Initially, the feds ran 34 state exchanges; 16 states and the District of Columbia set up their own.
While private health-insurance exchanges have operated smoothly and satisfied customers for decades, the ObamaCare models are on life-support.
Oregon’s exchange is six feet under — shuttered last year after government overseers squandered $300 million on their failed Web site and shady consultants who allegedly set up a phony Web site to trick the Feds.
In the People’s Republic of Hawaii, which has been a “trailblazer” of socialized medicine for nearly four decades, the profligate state-run exchange demanded a nearly $30 million cash infusion to remain financially viable after securing $205 million for startup costs.
The Hawaii Health Connector accidentally disconnected hundreds of poor patients’ accounts and squandered an estimated 8,000 hours on technological glitches and failures. Enrollment projections were severely overinflated like a reverse Tom Brady scandal. After failing to secure a bailout, Hawaii announced this week that its exchange would be shut down amid rising debt.
In Maryland, a state audit found that its health-insurance exchange “improperly billed the federal government $28.4 million as former Gov. Martin O’Malley’s administration struggled to launch what would become one of the most troubled Web sites in the nation,” The Baltimore Sun reported in late March.
That’s in addition to the $90 million the state blew on technical problems. The state scrapped its junk Web site and forced enrollees to re-submit to the tortuous sign-up process all over again.
Last week, federal prosecutors subpoenaed the Massachusetts ObamaCare exchange after whistleblowers there exposed what a “technological disaster” its “Health Connector” program was.
Boston’s Pioneer Institute senior fellow in health care, Josh Archambault, released a report on Monday detailing the “complete incompetence” of the state’s health bureaucrats from Day One.
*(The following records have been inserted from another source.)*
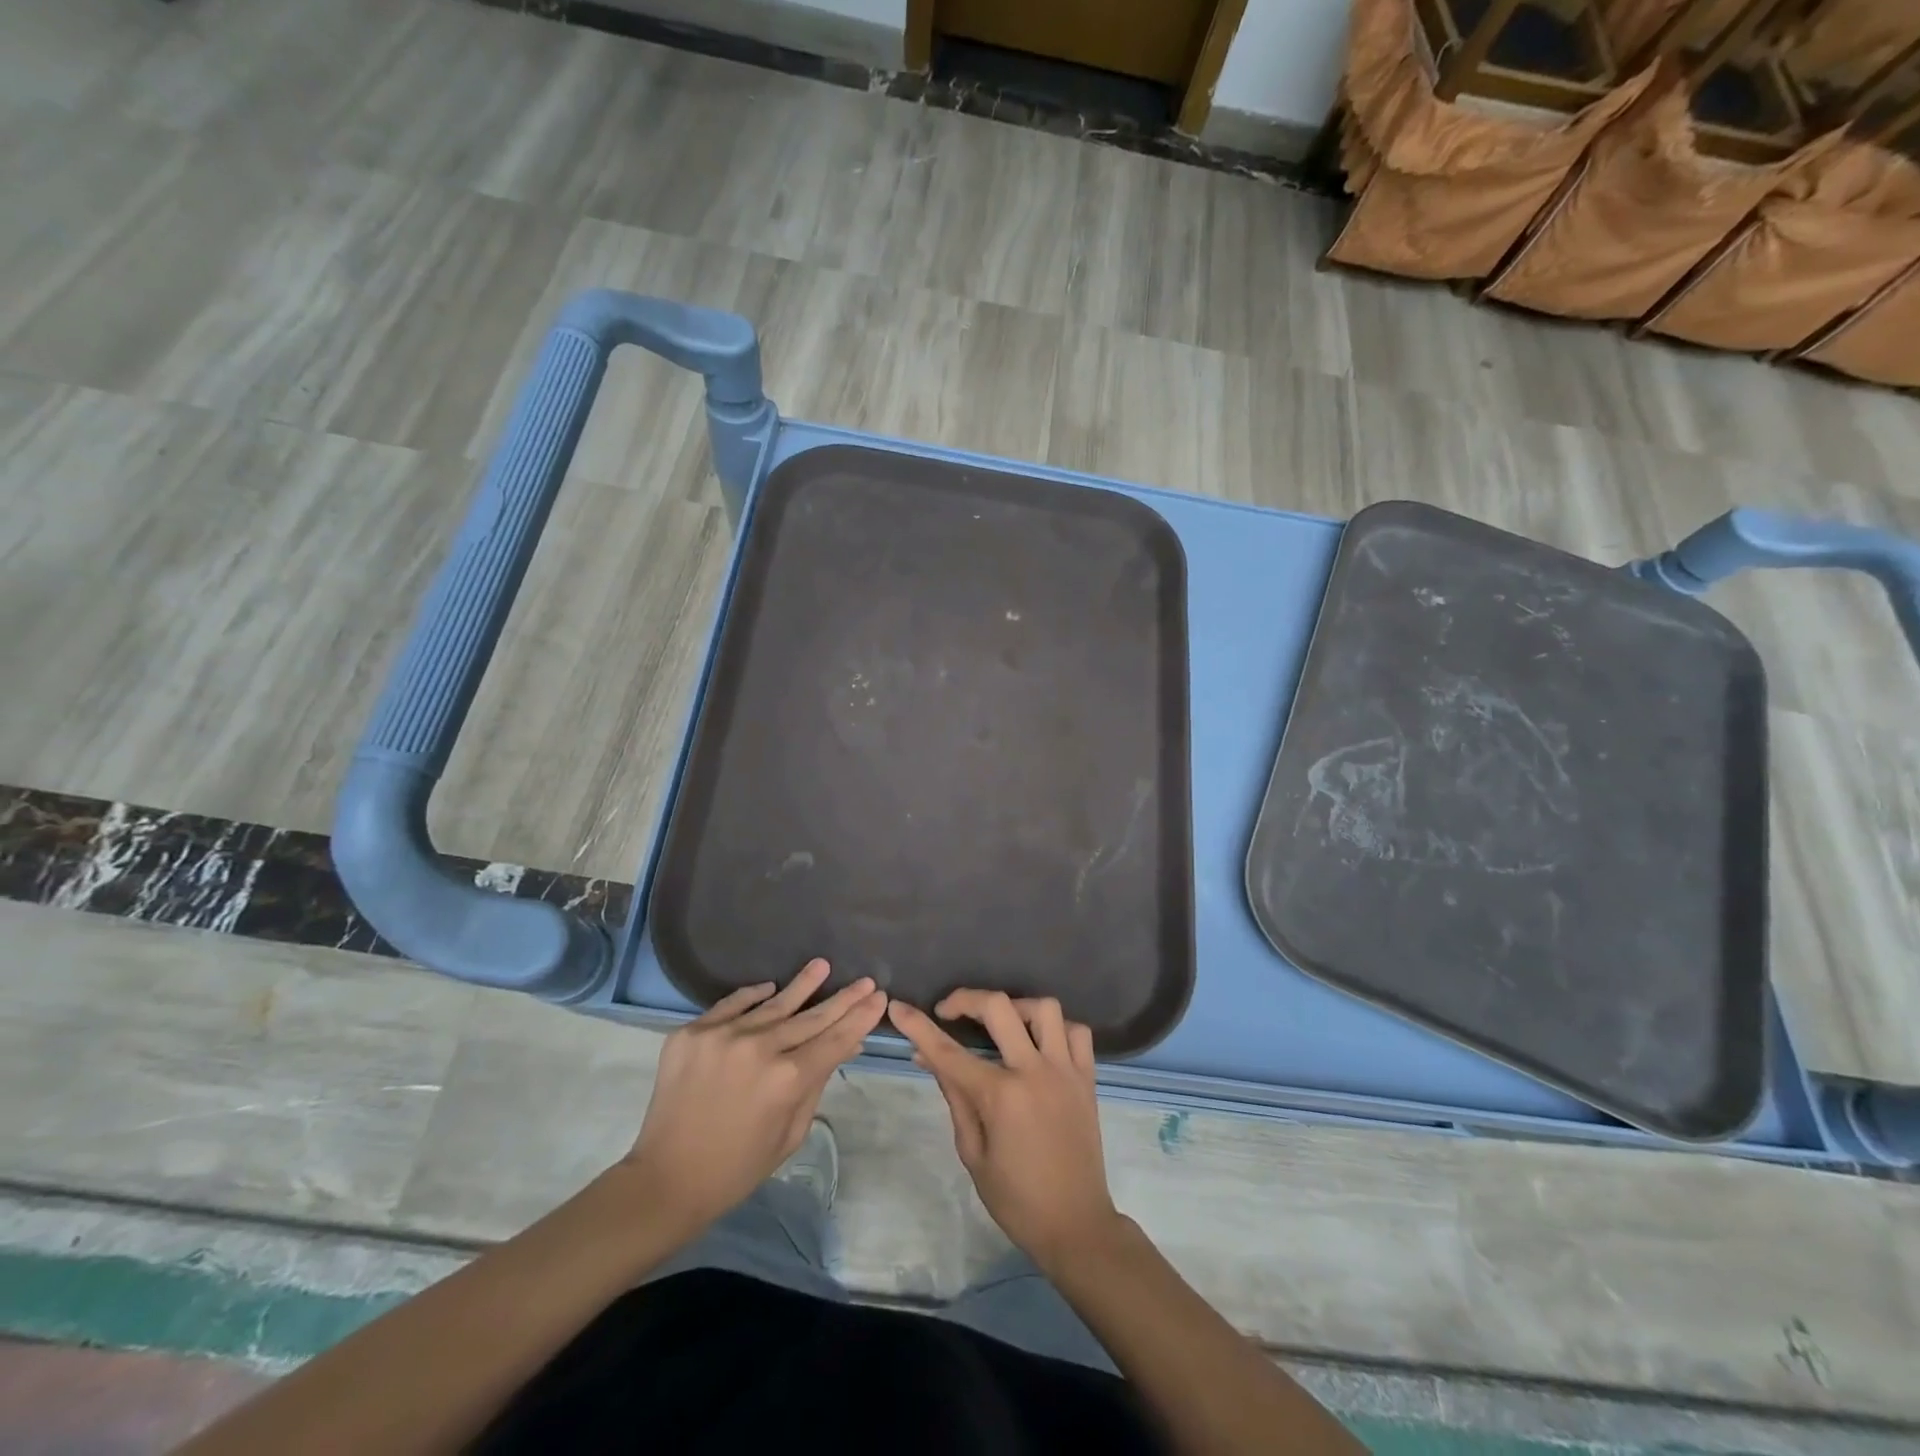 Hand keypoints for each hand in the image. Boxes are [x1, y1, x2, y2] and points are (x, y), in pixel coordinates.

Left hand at [623, 959, 886, 1234]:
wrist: (665, 1180)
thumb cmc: (738, 1167)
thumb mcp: (791, 1133)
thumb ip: (818, 1082)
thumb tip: (847, 1043)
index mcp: (787, 1080)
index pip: (835, 1039)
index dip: (860, 1017)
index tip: (879, 997)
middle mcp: (759, 1048)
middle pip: (811, 1017)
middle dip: (842, 999)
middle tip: (864, 980)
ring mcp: (723, 1036)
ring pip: (773, 1004)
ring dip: (802, 985)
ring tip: (822, 966)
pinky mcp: (692, 1033)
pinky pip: (732, 1005)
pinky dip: (753, 996)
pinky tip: (771, 988)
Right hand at [888, 991, 1120, 1270]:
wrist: (1076, 1225)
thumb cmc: (1016, 1199)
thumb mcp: (973, 1153)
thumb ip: (954, 1097)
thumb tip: (927, 1057)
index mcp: (1000, 1097)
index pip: (948, 1052)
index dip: (918, 1026)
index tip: (898, 1007)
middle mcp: (1034, 1072)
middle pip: (998, 1007)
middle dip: (966, 999)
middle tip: (949, 1012)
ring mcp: (1065, 1071)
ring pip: (1044, 1009)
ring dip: (1017, 1007)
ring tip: (1001, 1024)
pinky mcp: (1087, 1078)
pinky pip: (1077, 1032)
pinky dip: (1056, 1028)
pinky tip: (1040, 1043)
But taxpayers would be lucky if incompetence were the only sin.
After firing the tech boneheads of CGI, the same company behind the federal Healthcare.gov meltdown, Massachusetts officials “appear to have lied to the federal government to cover up mistakes” made by both the state and the IT company.
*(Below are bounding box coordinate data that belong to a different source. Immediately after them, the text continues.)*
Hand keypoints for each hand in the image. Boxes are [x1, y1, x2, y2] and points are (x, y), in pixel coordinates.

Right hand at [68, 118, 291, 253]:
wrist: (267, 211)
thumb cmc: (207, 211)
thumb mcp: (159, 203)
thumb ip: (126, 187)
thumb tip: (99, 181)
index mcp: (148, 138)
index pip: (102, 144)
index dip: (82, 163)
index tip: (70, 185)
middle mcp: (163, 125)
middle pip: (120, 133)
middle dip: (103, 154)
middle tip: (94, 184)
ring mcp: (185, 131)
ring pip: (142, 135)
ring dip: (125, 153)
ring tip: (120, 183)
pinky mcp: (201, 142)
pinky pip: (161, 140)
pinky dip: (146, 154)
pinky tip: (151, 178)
As health-care analyst Phil Kerpen of the free-market group American Commitment points out, Massachusetts “already had a functioning state health exchange” but “after receiving $179 million from federal taxpayers” to reconstitute it under ObamaCare, “they were able to break that existing exchange beyond repair.” An amazing feat.
Lesson for inventive Scouts and students wondering about what people in Washington, DC, prototype: Government bureaucrats don’t make things, kids. They break things.